◆ EXERCISE:
All entries shown below must be given again word for word.

------------------------------------------------

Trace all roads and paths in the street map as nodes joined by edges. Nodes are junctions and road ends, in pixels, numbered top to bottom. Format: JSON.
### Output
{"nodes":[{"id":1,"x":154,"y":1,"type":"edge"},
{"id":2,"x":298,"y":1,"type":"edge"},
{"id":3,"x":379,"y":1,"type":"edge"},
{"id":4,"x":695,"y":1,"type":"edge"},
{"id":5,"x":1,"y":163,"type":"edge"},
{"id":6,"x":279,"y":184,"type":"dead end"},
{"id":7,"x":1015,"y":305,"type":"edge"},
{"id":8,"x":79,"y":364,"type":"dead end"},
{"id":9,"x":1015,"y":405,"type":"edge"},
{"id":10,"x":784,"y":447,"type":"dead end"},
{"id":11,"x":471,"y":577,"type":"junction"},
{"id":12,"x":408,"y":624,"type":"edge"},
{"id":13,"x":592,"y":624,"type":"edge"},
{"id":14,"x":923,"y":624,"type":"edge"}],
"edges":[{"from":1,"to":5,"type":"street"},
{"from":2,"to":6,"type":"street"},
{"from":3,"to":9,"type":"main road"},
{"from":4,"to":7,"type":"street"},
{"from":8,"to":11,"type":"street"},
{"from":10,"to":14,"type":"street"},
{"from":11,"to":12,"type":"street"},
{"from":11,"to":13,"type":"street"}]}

------------------------------------------------

◆ RESPONSE BELOW:
Trace all roads and paths in the street map as nodes joined by edges. Nodes are junctions and road ends, in pixels, numbered top to bottom. Format: JSON.
### Output
{"nodes":[{"id":1,"x":154,"y":1,"type":"edge"},
{"id":2,"x":298,"y":1,"type":"edge"},
{"id":3,"x":379,"y":1,"type":"edge"},
{"id":4,"x":695,"y":1,"type":"edge"},
{"id":5,"x":1,"y":163,"type":"edge"},
{"id":6,"x":279,"y":184,"type":"dead end"},
{"id":7,"x":1015,"y":305,"type":"edge"},
{"id":8,"x":79,"y":364,"type":"dead end"},
{"id":9,"x":1015,"y":405,"type":"edge"},
{"id":10,"x":784,"y":447,"type":"dead end"},
{"id":11,"x":471,"y":577,"type":"junction"},
{"id":12,"x":408,"y":624,"type":"edge"},
{"id":13,"x":592,"y":624,"type":"edge"},
{"id":14,"x":923,"y":624,"type":"edge"}],
"edges":[{"from":1,"to":5,"type":"street"},
{"from":2,"to":6,"type":"street"},
{"from":3,"to":9,"type":"main road"},
{"from":4,"to":7,"type":"street"},
{"from":8,"to":11,"type":"street"},
{"from":10,"to":14,"type":"street"},
{"from":11,"to":12,"type":"street"},
{"from":11,"to":13,"type":"street"}]}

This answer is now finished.